What the exercise asks –
Excluding all pictures, please output the listing exactly.

Data –
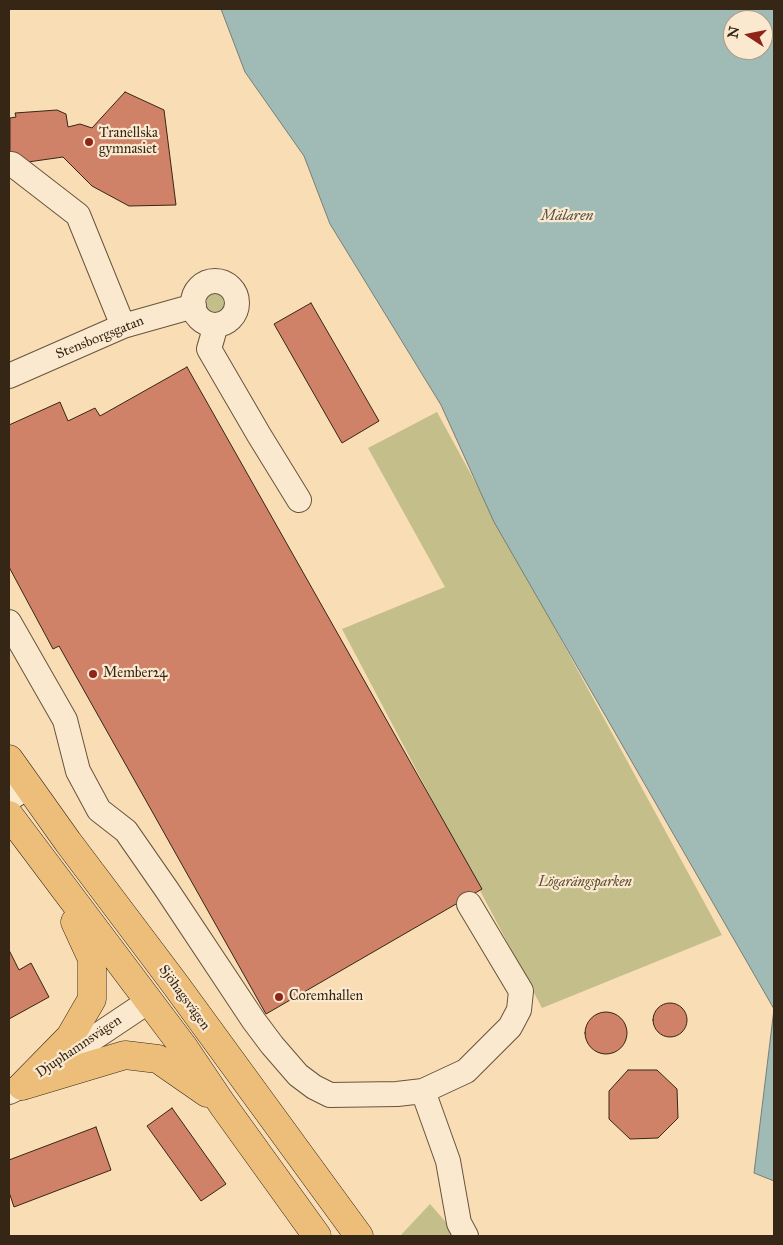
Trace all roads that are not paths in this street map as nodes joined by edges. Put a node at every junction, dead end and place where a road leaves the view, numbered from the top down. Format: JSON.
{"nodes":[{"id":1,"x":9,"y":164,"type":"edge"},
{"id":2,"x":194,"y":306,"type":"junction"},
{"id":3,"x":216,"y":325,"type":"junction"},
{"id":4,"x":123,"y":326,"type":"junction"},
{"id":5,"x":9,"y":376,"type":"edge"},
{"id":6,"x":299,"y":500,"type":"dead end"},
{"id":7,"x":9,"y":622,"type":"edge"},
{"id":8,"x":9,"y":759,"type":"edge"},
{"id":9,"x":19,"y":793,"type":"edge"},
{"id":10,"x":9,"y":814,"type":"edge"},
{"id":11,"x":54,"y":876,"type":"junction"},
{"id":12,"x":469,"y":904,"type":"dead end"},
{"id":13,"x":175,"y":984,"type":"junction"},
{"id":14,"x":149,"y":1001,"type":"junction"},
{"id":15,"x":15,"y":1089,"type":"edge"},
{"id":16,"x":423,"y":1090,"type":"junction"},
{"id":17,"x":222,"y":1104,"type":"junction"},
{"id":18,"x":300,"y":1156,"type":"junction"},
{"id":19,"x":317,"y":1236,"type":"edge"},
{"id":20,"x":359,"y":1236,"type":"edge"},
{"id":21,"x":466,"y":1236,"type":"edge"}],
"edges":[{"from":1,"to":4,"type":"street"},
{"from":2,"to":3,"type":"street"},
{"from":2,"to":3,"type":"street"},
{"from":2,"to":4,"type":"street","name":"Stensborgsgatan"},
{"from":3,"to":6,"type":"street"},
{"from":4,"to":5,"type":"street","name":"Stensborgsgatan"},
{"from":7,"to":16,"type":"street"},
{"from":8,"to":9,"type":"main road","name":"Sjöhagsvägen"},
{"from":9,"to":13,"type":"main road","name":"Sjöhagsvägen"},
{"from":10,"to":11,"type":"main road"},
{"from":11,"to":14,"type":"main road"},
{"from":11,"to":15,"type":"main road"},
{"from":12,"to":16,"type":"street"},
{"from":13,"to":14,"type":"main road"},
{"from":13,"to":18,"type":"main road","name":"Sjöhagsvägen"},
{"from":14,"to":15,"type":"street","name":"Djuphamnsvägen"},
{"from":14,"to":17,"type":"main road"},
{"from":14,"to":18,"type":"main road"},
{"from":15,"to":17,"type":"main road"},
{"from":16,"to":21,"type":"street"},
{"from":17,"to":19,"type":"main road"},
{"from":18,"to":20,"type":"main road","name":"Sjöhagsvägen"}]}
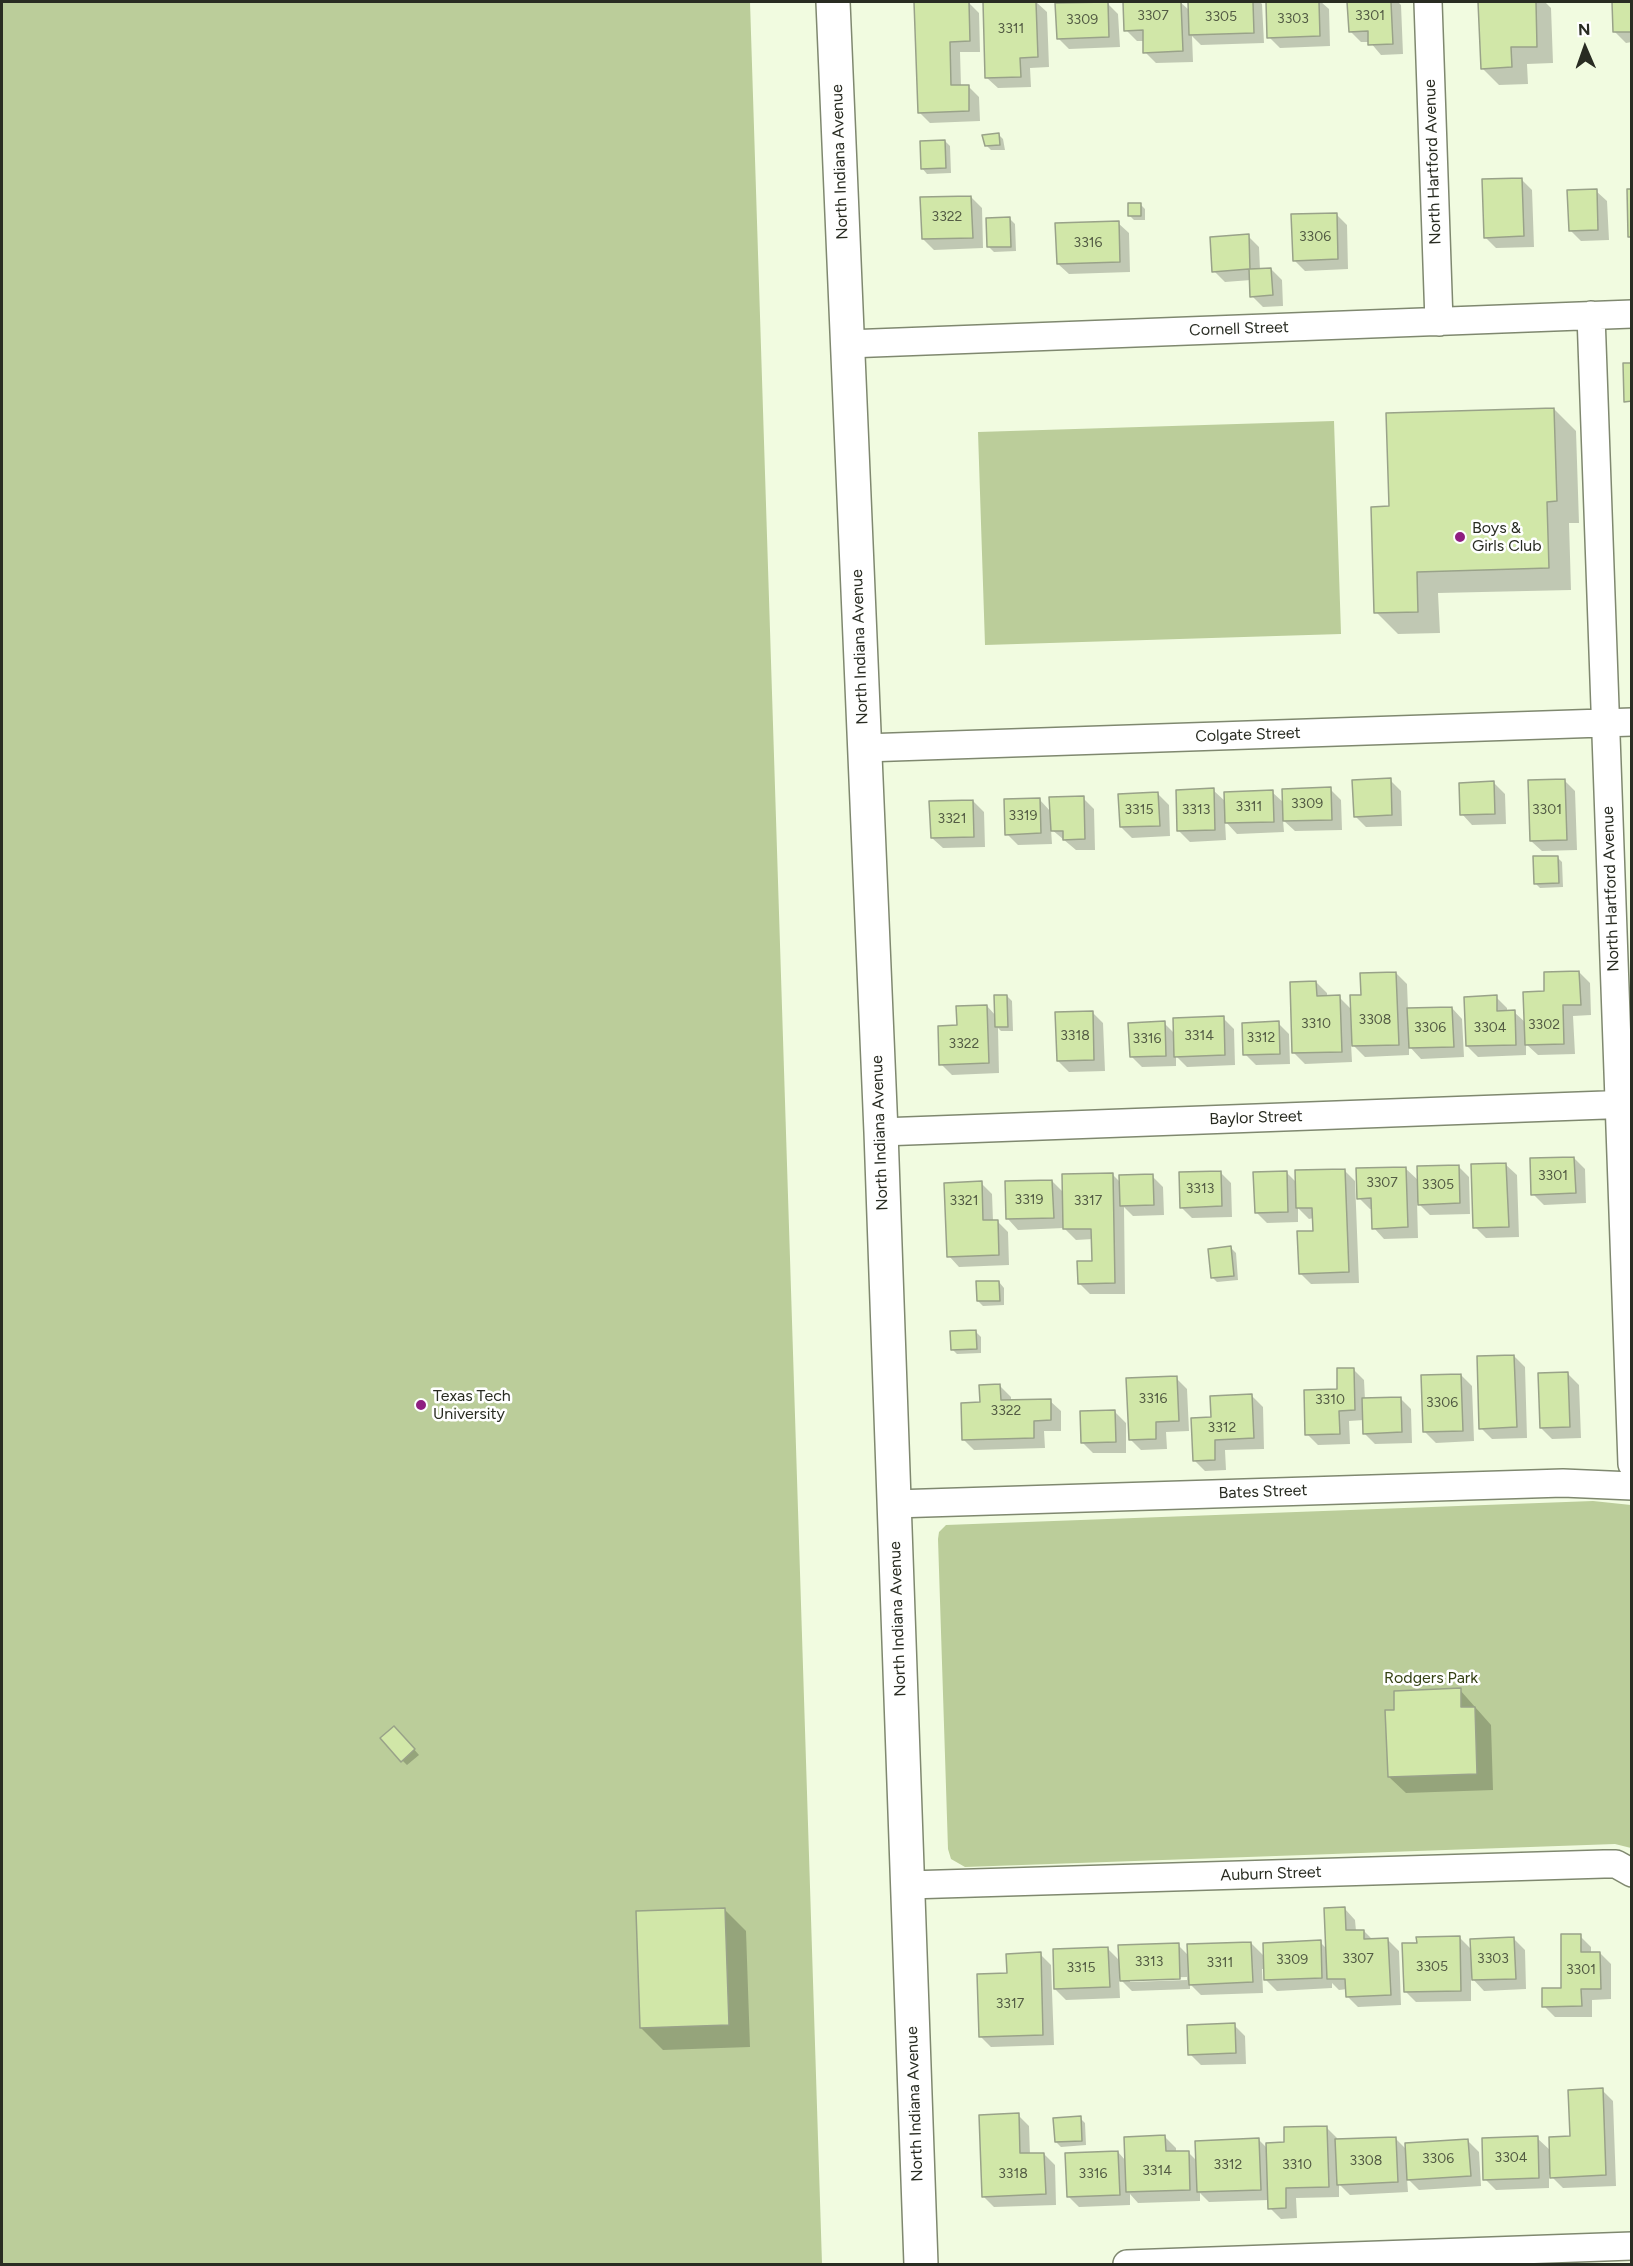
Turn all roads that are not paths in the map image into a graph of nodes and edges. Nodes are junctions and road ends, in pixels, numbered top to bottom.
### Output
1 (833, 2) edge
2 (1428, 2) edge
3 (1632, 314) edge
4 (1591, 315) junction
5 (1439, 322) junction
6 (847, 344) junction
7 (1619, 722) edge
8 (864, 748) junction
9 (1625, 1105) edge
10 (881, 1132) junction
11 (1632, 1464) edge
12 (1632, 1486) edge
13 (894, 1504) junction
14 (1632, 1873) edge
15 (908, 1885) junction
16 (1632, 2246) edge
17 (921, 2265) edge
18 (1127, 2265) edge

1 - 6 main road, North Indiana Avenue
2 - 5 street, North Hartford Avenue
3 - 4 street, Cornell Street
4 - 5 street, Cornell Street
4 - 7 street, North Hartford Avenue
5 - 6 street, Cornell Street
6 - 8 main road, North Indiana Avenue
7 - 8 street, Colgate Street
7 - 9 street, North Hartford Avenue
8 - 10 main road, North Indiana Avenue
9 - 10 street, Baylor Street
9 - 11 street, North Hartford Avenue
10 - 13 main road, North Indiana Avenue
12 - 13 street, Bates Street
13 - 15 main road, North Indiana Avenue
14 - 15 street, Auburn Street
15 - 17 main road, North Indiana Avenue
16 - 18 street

Written answer –
Trace all roads that are not paths in this street map as nodes joined by edges. Put a node at every junction, dead end and place where a road leaves the view, numbered from the top down. Format: JSON.
{"nodes":[{"id":1,"x":9,"y":164,"type":"edge"},
{"id":2,"x":194,"y":306,"type":"junction"},
{"id":3,"x":216,"y":325,"type":"junction"},
{"id":4,"x":123,"y":326,"type":"junction"},
{"id":5,"x":9,"y":376,"type":"edge"},
{"id":6,"x":299,"y":500,"type":"dead end"},
{"id":7,"x":9,"y":622,"type":"edge"},
{"id":8,"x":9,"y":759,"type":"edge"},
{"id":9,"x":19,"y":793,"type":"edge"},
{"id":10,"x":9,"y":814,"type":"edge"},
{"id":11,"x":54,"y":876,"type":"junction"},
{"id":12,"x":469,"y":904,"type":"dead end"},
{"id":13,"x":175,"y":984,"type":"junction"},
{"id":14,"x":149,"y":1001,"type":"junction"},
{"id":15,"x":15,"y":1089,"type":"edge"},
{"id":16,"x":423,"y":1090,"type":"junction"},
{"id":17,"x":222,"y":1104,"type":"junction"},
{"id":18,"x":300,"y":1156,"type":"junction"},
{"id":19,"x":317,"y":1236,"type":"edge"},
{"id":20,"x":359,"y":1236,"type":"edge"},
{"id":21,"x":466,"y":1236,"type":"edge"}],
"edges":[{"from":1,"to":4,"type":"street"},
{"from":2,"to":3,"type":"street"},
{"from":2,"to":3,"type":"street"},
{"from":2,"to":4,"type":"street","name":"Stensborgsgatan"},
{"from":3,"to":6,"type":"street"},
{"from":4,"to":5,"type":"street","name":"Stensborgsgatan"},
{"from":7,"to":16,"type":"street"},
{"from":8,"to":9,"type":"main road","name":"Sjöhagsvägen"},
{"from":9,"to":13,"type":"main road","name":"Sjöhagsvägen"},
{"from":10,"to":11,"type":"main road"},
{"from":11,"to":14,"type":"main road"},
{"from":11,"to":15,"type":"main road"},
{"from":12,"to":16,"type":"street"},
{"from":13,"to":14,"type":"main road"},
{"from":13,"to":18,"type":"main road","name":"Sjöhagsvägen"},
{"from":14,"to":15,"type":"street","name":"Djuphamnsvägen"},
{"from":14,"to":17,"type":"main road"},
{"from":14,"to":18,"type":"main road"},
{"from":15,"to":17,"type":"main road"},
{"from":16,"to":21,"type":"street"},
{"from":17,"to":19,"type":"main road"},
{"from":18,"to":20,"type":"main road","name":"Sjöhagsvägen"}]}
Turn all roads that are not paths in the map image into a graph of nodes and edges. Nodes are junctions and road ends, in pixels, numbered top to bottom.
### Output
1 (833, 2) edge
2 (1428, 2) edge
3 (1632, 314) edge
4 (1591, 315) junction
5 (1439, 322) junction
6 (847, 344) junction
7 (1619, 722) edge
8 (864, 748) junction
9 (1625, 1105) edge
10 (881, 1132) junction
11 (1632, 1464) edge
12 (1632, 1486) edge
13 (894, 1504) junction
14 (1632, 1873) edge
15 (908, 1885) junction
16 (1632, 2246) edge
17 (921, 2265) edge
18 (1127, 2265) edge

1 - 6 main road, North Indiana Avenue
2 - 5 street, North Hartford Avenue
3 - 4 street, Cornell Street
4 - 5 street, Cornell Street
4 - 7 street, North Hartford Avenue
5 - 6 street, Cornell Street
6 - 8 main road, North Indiana Avenue
7 - 8 street, Colgate Street
7 - 9 street, North Hartford Avenue
8 - 10 main road, North Indiana Avenue
9 - 10 street, Baylor Street
9 - 11 street, North Hartford Avenue
10 - 13 main road, North Indiana Avenue
12 - 13 street, Bates Street
13 - 15 main road, North Indiana Avenue
14 - 15 street, Auburn Street
15 - 17 main road, North Indiana Avenue
16 - 18 street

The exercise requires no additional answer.